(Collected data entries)
——————
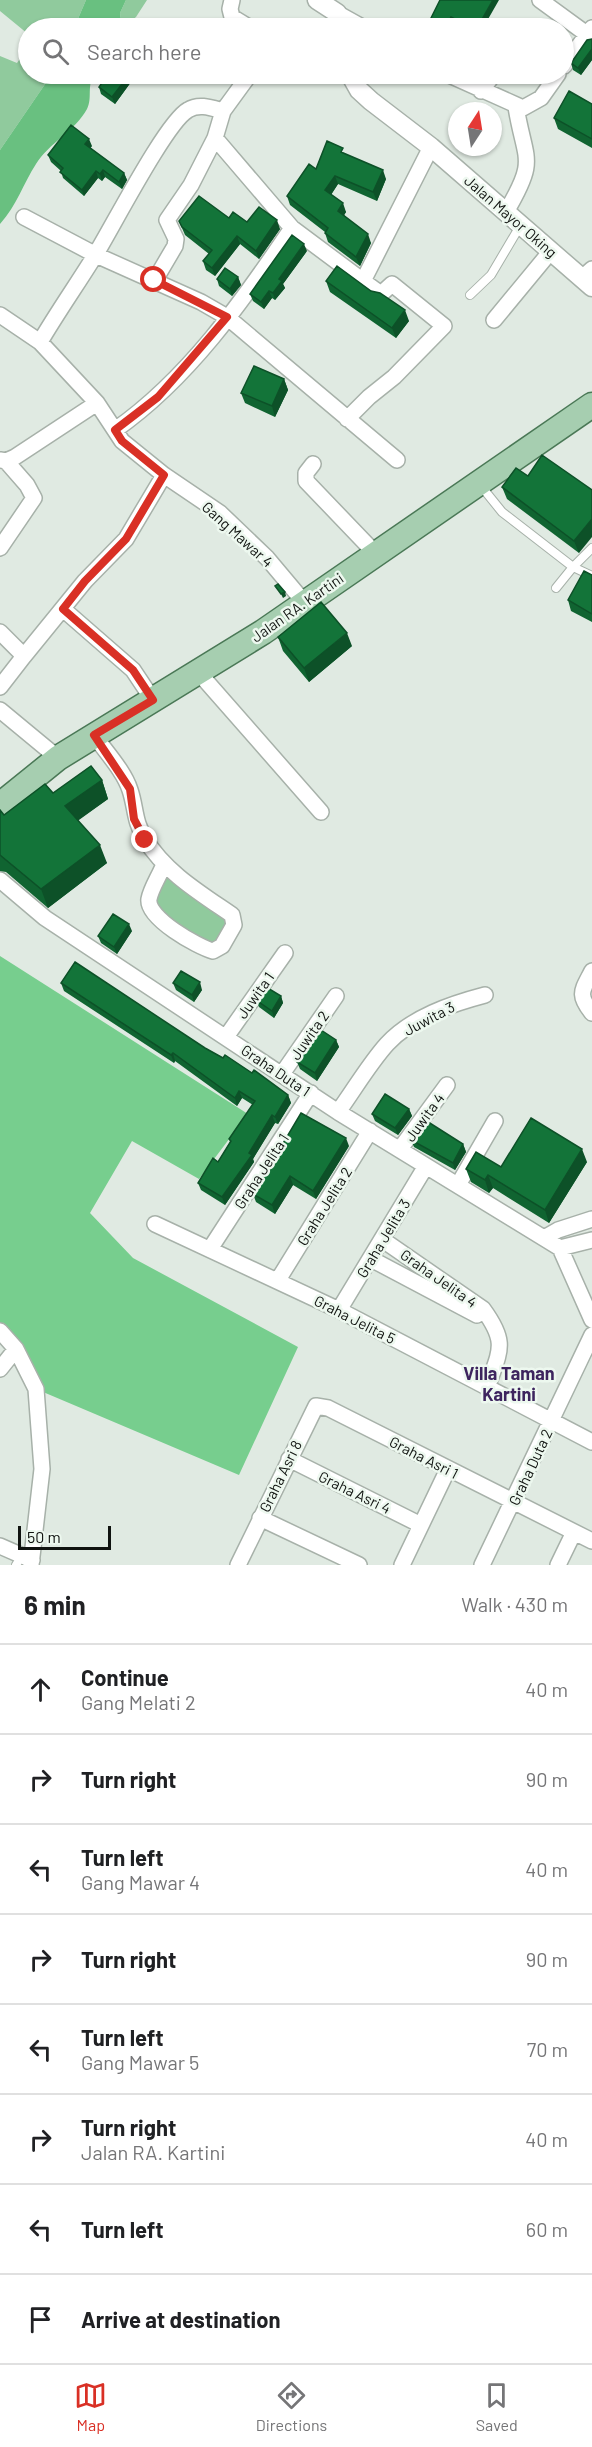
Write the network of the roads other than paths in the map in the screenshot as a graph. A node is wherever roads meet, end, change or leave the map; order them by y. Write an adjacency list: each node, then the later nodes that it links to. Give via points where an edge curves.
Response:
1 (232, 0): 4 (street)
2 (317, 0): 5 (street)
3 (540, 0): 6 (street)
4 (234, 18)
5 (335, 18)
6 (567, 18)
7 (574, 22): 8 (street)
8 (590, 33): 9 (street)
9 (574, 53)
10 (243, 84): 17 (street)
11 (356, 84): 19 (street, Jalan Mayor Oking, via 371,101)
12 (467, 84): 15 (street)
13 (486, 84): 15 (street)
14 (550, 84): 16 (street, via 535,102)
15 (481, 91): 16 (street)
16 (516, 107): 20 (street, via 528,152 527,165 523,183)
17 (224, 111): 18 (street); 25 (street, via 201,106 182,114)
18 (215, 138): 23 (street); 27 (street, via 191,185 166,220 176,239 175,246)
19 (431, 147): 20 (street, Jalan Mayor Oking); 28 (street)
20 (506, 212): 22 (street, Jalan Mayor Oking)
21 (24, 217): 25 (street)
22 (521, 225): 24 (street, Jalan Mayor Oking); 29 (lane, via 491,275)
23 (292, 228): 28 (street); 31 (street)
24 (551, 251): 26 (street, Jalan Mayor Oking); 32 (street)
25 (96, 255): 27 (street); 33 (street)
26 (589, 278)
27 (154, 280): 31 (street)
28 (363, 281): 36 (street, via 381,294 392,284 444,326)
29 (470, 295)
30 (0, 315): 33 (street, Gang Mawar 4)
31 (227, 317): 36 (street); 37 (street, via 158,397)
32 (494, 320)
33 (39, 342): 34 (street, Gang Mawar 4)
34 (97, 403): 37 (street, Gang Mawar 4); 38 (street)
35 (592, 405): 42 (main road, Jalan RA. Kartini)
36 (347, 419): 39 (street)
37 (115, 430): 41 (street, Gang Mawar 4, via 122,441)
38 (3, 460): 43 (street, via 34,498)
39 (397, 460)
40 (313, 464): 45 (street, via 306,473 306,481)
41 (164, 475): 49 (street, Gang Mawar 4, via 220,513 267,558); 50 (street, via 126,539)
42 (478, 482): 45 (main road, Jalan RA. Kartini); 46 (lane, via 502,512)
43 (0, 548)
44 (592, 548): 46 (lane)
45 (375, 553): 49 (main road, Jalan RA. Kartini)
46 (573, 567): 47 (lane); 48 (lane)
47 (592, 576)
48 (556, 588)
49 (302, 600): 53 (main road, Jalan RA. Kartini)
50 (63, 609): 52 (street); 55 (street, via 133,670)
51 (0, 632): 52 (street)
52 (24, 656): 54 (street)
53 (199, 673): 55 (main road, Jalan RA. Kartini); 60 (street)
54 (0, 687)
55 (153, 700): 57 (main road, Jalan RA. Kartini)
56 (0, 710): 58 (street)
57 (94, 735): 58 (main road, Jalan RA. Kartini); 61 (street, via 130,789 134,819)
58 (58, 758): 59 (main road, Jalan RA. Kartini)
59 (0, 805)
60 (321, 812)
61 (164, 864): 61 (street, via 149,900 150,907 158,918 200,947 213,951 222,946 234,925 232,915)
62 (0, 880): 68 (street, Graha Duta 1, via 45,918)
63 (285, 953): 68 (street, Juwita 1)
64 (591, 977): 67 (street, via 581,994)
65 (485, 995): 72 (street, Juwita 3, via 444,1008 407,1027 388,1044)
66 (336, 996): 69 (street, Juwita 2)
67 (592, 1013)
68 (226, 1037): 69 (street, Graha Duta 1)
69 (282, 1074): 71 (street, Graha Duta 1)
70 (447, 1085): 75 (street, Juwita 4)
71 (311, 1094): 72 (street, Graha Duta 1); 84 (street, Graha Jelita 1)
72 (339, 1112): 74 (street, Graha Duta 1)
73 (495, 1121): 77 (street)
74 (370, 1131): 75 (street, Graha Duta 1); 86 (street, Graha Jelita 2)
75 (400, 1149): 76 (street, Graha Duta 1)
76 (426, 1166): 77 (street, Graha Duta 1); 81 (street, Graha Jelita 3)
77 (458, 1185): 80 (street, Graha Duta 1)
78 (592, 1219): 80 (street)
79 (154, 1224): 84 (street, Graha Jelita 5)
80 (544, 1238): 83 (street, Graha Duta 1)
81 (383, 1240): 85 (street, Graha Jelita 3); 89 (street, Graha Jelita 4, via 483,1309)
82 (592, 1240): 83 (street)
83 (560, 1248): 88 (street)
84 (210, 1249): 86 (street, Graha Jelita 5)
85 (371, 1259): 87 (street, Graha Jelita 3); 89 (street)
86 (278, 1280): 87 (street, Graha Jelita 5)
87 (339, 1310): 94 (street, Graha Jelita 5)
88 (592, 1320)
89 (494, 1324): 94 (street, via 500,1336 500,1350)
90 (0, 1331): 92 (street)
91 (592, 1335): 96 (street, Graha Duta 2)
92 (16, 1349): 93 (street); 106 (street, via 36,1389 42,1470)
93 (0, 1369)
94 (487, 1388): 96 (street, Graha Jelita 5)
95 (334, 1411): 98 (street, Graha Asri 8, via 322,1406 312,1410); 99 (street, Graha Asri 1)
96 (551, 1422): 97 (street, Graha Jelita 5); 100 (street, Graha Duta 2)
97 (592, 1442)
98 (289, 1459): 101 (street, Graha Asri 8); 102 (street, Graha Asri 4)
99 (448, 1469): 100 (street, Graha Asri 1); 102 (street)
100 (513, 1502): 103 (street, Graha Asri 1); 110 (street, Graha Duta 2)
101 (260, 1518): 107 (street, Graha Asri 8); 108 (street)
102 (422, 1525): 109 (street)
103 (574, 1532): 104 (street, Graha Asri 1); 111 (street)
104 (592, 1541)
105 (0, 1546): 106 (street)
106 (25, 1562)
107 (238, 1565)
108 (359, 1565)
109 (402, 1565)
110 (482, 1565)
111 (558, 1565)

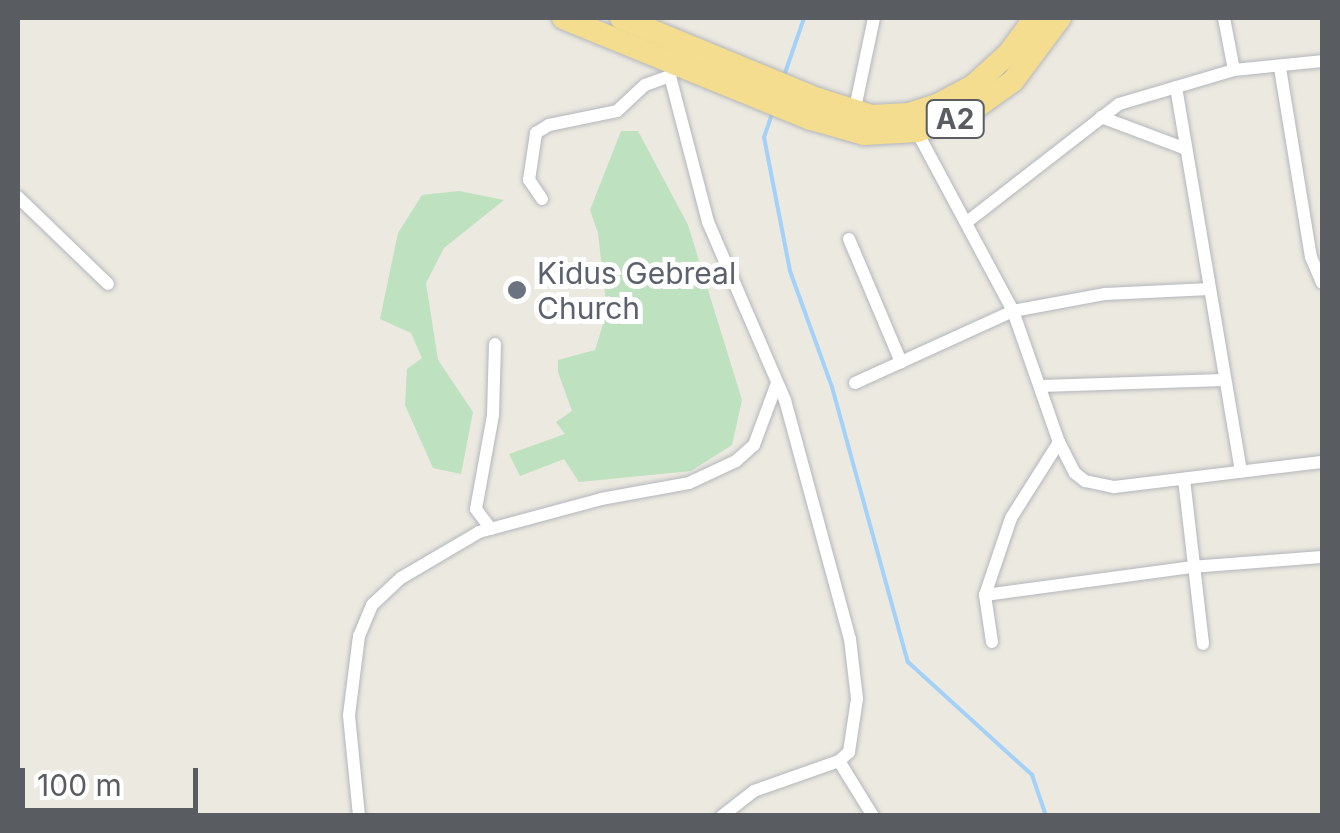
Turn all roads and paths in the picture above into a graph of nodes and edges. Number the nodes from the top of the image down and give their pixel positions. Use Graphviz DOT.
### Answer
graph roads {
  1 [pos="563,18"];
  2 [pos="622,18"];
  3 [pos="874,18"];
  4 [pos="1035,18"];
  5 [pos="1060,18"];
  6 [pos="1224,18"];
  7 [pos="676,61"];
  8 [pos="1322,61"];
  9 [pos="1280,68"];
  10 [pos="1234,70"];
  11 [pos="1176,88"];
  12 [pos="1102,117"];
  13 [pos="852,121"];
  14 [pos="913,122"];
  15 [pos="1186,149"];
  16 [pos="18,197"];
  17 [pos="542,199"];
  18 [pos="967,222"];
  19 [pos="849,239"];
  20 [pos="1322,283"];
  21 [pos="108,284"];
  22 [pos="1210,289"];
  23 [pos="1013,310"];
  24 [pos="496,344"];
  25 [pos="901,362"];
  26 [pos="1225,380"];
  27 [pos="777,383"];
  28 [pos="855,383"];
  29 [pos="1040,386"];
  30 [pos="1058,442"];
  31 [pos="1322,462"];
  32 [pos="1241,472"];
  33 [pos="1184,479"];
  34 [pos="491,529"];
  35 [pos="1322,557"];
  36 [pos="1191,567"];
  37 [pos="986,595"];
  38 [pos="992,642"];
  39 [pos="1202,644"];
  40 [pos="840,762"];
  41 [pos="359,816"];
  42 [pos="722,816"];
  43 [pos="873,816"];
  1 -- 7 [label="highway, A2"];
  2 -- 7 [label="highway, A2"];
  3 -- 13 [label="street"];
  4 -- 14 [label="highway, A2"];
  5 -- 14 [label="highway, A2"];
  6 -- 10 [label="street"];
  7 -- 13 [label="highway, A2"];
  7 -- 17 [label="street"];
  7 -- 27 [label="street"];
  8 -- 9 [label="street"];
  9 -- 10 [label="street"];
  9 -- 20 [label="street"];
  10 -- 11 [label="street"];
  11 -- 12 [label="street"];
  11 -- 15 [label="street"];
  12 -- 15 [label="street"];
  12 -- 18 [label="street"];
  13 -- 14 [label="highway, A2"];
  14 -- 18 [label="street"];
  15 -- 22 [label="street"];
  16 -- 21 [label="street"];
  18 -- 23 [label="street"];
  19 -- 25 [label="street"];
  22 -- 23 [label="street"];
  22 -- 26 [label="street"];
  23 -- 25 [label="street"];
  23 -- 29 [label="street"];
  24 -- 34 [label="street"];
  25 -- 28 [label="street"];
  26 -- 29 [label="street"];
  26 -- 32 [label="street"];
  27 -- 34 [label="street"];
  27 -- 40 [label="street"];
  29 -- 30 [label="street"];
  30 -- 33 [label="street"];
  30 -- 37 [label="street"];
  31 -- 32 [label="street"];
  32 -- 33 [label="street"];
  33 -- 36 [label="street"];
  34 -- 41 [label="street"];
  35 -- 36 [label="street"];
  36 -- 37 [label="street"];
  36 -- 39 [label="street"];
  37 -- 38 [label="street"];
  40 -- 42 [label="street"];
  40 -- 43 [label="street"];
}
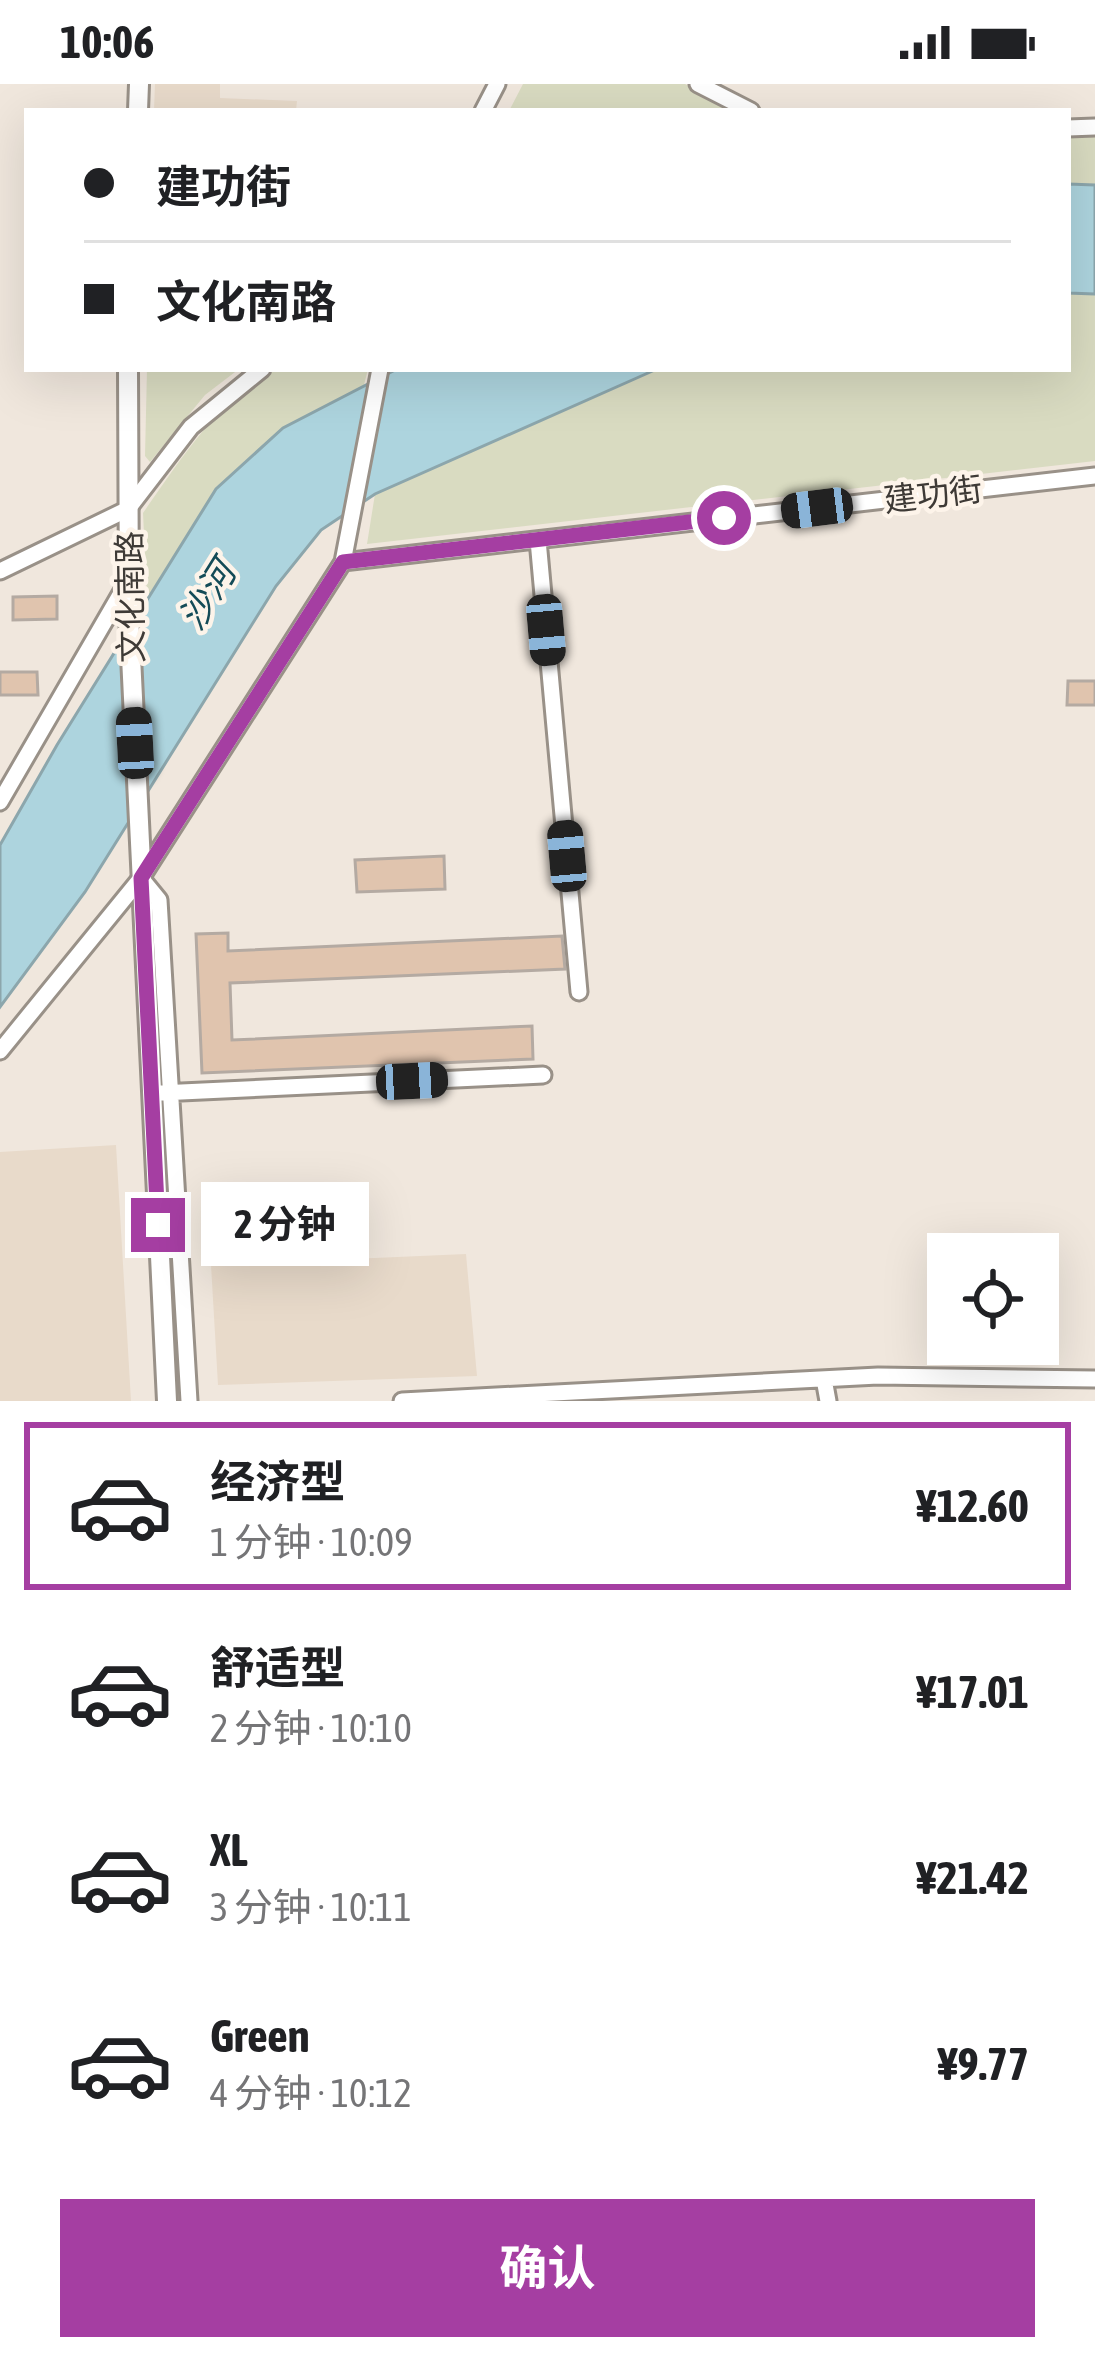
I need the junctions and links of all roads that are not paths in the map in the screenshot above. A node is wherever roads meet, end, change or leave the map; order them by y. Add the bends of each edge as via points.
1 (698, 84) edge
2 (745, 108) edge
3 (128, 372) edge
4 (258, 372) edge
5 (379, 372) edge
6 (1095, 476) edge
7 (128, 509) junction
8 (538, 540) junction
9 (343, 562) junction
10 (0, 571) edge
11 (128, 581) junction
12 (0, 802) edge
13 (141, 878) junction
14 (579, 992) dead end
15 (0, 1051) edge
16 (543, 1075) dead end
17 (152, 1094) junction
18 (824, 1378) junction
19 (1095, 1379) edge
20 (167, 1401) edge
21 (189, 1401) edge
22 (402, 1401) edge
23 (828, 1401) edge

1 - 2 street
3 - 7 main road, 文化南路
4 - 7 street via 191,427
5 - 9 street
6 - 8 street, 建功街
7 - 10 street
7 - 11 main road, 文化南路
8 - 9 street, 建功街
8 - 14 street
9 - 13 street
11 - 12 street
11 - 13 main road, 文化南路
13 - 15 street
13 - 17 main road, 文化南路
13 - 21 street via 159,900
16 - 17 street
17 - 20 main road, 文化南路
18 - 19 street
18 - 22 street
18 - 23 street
——————
Using the records given above, list every line that includes the word "Kartini".

ANSWER SPACE>
35 (592, 405): 42 (main road, Jalan RA. Kartini)
42 (478, 482): 45 (main road, Jalan RA. Kartini); 46 (lane, via 502,512)
45 (375, 553): 49 (main road, Jalan RA. Kartini)
49 (302, 600): 53 (main road, Jalan RA. Kartini)
53 (199, 673): 55 (main road, Jalan RA. Kartini); 60 (street)
55 (153, 700): 57 (main road, Jalan RA. Kartini)
57 (94, 735): 58 (main road, Jalan RA. Kartini); 61 (street, via 130,789 134,819)
58 (58, 758): 59 (main road, Jalan RA. Kartini)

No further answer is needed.